Middle East Conflict Sparks Sudden Spike in Australian Container Costs
Australian exporters are facing sudden and steep increases in shipping costs after major global carriers imposed “war risk” and “emergency conflict” surcharges on container freight linked to the Middle East.
The new fees, introduced as tensions escalate following US and Israeli strikes on Iran and retaliatory action across the region, are adding up to US$4,000 (about $5,600) per refrigerated container.
Industry groups say the scale and timing of the charges have blindsided local businesses.
French shipping giant CMA CGM, which owns ANL in Australia, has implemented an “Emergency Conflict Surcharge” effective from March 2. The levy ranges from US$2,000 for a 20-foot container to US$4,000 for refrigerated and specialised equipment.

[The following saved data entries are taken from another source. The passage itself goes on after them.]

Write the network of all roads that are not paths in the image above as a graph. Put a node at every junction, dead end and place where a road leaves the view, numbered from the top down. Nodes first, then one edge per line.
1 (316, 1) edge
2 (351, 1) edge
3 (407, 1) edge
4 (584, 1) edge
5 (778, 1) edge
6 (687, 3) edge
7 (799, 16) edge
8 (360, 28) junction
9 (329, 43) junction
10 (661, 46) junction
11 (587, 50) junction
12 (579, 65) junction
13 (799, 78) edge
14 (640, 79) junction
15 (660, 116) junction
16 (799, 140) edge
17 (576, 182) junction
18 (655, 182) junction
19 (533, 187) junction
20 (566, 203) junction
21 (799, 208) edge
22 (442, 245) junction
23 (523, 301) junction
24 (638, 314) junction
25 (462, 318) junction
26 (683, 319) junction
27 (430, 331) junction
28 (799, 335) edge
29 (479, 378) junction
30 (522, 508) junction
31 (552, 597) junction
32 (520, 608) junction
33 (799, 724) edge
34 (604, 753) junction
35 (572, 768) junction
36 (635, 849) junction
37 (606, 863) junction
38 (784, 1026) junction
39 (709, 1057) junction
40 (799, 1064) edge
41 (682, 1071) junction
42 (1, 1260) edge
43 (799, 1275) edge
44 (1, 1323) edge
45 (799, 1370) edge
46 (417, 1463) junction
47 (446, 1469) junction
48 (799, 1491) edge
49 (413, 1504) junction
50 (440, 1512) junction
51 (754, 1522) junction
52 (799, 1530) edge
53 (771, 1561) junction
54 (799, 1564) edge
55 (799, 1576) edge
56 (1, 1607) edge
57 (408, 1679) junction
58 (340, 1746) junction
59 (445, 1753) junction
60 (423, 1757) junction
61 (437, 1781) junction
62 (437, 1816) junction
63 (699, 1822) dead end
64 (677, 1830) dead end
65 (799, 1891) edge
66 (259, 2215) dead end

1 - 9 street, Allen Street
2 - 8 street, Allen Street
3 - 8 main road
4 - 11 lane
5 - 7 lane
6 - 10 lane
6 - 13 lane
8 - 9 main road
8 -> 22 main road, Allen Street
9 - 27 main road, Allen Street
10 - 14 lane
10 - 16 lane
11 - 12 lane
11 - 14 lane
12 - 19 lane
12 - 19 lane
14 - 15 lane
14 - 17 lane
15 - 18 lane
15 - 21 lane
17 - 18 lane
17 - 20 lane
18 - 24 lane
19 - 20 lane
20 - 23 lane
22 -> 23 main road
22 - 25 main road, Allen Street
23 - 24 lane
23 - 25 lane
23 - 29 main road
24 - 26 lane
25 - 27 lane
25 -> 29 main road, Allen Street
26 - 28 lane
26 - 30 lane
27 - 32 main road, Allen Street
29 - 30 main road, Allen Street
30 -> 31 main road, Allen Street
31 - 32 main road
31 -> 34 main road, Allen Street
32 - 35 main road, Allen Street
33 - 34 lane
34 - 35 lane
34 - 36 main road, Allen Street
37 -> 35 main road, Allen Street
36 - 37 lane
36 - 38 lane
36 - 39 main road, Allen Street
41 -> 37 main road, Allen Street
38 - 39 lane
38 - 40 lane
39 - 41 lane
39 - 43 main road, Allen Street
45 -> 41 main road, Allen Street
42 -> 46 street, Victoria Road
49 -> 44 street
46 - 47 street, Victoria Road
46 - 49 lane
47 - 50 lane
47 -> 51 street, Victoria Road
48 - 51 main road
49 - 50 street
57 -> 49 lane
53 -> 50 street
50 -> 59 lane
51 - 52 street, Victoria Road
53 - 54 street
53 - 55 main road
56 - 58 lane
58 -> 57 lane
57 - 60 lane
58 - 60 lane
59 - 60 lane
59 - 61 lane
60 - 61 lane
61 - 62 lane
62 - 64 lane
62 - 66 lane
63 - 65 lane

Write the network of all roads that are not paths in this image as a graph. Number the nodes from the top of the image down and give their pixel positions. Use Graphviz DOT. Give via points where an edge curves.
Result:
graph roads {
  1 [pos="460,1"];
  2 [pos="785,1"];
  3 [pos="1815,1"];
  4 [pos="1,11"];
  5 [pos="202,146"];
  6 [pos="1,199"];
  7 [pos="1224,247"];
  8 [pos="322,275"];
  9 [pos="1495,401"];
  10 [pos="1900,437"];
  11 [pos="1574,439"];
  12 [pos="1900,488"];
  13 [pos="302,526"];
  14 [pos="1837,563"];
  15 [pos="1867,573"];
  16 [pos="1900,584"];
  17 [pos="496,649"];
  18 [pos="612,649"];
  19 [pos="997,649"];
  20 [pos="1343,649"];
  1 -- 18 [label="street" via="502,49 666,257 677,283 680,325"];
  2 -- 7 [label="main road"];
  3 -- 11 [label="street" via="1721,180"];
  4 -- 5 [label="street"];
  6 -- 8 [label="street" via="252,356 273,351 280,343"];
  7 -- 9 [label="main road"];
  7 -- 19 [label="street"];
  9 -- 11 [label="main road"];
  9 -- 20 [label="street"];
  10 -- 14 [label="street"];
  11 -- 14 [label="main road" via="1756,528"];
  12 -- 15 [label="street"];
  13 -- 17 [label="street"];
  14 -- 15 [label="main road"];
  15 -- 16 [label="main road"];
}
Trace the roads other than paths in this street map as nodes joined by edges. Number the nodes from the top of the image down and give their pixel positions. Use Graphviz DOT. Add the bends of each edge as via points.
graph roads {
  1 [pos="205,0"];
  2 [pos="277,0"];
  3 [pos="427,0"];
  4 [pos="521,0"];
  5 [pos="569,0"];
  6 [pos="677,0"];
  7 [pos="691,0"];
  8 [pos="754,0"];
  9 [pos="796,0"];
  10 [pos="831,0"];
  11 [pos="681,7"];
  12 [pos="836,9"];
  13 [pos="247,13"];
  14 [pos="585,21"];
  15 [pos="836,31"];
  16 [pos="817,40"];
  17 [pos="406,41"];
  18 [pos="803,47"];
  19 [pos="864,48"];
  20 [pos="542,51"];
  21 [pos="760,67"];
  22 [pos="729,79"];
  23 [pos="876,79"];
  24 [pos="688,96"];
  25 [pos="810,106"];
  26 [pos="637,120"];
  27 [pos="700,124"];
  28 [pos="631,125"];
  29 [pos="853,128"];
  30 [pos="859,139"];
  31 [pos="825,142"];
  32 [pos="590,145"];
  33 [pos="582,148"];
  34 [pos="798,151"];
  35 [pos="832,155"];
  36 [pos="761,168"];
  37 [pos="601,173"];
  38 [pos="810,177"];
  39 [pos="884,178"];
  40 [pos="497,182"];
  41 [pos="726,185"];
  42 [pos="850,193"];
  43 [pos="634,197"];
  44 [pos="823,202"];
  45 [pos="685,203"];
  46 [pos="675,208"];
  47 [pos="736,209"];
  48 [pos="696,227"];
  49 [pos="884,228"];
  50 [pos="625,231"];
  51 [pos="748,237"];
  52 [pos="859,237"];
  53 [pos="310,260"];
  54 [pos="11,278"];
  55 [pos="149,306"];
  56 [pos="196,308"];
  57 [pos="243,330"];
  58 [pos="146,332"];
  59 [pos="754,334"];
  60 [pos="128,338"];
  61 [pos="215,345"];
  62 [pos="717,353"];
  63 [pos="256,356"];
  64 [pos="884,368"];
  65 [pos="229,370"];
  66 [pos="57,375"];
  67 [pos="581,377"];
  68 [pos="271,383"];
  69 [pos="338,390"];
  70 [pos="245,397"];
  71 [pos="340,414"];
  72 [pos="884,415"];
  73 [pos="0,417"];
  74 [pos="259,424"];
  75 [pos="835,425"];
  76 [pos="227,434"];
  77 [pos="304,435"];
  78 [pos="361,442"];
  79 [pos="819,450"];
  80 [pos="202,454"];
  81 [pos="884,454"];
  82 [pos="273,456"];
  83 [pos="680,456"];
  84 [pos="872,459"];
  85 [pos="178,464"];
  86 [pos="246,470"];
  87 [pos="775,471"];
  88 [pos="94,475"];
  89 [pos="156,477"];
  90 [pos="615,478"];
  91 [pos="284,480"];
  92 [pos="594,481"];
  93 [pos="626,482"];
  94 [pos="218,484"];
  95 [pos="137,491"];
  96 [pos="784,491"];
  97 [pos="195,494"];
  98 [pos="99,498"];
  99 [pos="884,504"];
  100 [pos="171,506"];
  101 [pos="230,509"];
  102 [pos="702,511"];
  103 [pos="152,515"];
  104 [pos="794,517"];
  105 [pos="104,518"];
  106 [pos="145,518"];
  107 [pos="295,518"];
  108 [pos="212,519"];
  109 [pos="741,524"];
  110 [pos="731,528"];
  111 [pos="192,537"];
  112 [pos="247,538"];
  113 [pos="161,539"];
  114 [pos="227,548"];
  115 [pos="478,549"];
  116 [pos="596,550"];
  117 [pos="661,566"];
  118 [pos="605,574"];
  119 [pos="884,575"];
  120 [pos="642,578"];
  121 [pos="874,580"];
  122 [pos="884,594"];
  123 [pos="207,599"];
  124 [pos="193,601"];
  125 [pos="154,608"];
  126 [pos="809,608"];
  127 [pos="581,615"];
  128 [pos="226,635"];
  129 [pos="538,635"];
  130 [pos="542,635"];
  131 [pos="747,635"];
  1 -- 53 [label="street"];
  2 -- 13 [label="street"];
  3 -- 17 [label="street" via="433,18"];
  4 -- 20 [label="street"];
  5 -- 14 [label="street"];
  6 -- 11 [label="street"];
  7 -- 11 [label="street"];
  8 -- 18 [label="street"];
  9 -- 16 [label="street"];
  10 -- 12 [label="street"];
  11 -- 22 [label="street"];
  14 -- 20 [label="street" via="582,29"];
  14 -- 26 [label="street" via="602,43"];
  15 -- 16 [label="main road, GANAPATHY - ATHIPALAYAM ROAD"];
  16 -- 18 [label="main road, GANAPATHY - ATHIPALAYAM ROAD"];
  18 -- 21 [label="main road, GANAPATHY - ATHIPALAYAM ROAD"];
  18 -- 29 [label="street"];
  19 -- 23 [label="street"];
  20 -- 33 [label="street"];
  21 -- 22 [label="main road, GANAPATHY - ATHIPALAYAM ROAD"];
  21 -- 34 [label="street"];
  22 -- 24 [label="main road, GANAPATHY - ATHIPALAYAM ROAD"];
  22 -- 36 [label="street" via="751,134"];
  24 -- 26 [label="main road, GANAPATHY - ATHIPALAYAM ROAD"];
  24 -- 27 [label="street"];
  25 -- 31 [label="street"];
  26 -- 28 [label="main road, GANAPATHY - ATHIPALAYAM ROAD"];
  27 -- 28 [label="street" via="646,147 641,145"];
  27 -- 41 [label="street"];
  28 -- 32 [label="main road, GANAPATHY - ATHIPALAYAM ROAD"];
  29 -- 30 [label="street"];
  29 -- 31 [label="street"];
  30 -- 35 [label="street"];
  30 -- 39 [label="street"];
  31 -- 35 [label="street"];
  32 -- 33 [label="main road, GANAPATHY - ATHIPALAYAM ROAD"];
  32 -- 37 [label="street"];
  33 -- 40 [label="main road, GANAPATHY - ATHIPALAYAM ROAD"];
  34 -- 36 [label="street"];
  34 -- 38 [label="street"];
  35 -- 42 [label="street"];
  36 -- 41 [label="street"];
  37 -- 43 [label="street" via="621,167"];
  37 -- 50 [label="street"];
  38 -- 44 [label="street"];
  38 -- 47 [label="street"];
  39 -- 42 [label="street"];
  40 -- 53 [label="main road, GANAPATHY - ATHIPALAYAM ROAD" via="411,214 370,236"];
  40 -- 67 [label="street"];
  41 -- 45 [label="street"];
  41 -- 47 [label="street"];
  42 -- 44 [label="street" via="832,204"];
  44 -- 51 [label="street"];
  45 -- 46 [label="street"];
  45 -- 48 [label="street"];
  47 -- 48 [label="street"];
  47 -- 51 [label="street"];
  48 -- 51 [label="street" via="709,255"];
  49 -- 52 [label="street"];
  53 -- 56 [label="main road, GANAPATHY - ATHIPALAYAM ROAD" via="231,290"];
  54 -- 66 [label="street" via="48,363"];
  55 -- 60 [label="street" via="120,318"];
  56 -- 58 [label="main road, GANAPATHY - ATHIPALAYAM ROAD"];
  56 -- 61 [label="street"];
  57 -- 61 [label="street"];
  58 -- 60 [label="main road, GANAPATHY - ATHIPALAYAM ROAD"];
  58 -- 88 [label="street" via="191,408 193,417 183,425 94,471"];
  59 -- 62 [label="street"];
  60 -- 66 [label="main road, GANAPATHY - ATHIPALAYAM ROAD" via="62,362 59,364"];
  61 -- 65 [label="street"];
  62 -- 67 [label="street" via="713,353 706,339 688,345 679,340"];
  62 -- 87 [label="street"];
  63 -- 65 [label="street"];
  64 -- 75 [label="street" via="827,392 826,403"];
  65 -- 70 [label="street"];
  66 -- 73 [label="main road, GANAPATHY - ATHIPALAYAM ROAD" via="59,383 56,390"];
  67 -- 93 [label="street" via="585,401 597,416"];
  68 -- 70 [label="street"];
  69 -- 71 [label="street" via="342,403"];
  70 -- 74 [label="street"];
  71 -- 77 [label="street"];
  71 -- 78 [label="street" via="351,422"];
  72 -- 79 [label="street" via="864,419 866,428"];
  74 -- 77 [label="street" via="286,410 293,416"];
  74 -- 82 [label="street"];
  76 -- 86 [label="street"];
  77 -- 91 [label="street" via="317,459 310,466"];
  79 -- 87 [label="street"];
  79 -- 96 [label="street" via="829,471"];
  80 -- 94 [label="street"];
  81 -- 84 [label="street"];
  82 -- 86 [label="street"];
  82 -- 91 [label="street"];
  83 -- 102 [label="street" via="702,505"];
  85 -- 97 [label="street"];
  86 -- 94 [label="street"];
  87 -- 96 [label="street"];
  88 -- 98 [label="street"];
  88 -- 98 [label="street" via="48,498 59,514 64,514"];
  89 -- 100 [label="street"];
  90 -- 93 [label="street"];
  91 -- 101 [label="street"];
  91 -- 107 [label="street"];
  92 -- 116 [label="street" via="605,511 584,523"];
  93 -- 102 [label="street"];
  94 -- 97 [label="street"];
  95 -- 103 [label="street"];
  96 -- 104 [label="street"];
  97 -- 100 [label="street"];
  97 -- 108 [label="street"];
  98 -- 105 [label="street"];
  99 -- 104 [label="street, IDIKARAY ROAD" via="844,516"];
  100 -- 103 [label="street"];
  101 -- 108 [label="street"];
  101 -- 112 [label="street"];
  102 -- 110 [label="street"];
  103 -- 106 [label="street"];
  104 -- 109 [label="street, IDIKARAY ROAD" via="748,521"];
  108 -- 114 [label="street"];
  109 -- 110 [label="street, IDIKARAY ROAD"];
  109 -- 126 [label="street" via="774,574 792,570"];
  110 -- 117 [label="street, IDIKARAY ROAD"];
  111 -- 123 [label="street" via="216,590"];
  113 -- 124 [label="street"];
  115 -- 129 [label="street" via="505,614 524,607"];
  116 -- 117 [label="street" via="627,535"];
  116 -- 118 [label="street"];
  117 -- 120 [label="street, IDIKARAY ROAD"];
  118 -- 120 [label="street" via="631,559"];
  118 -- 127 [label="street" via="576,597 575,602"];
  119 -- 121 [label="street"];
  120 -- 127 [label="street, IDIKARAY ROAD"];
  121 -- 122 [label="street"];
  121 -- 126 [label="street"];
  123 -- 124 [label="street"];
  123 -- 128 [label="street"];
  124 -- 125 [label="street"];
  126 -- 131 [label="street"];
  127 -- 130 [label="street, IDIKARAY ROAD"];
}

The surcharge applies to cargo to and from countries including the UAE, Saudi Arabia, Qatar, Kuwait, Iraq and others across the Gulf region.
Competitor Hapag-Lloyd has introduced a “War Risk Surcharge” of up to US$3,500 for refrigerated containers on affected routes.
The Freight & Trade Alliance (FTA) and Australian Peak Shippers Association (APSA) say the rapid rollout of the charges – in some cases applying to cargo already at sea – is creating significant commercial uncertainty.
Tom Jensen, FTA general manager for freight policy and operations, said the fees represent “material cost increases” for Australian importers and exporters, particularly for high-volume agricultural shipments such as meat, grain and fresh produce.

Around $5 billion in Australian goods are exported to the Middle East annually, much of it containerised. Industry bodies warn the additional costs are likely to flow through supply chains, adding pressure to food prices and broader inflation.
Shipping lines have cited heightened security risks across key maritime corridors, including the Strait of Hormuz and the Red Sea, as justification for the charges.
Several carriers have rerouted vessels around Africa, extending transit times and increasing fuel and insurance costs.
While some analysts say global container shipping remains in an oversupply position – potentially limiting longer-term rate spikes – exporters claim the immediate impact is severe, with thousands of dollars in unplanned costs per container and little notice to adjust contracts or pricing.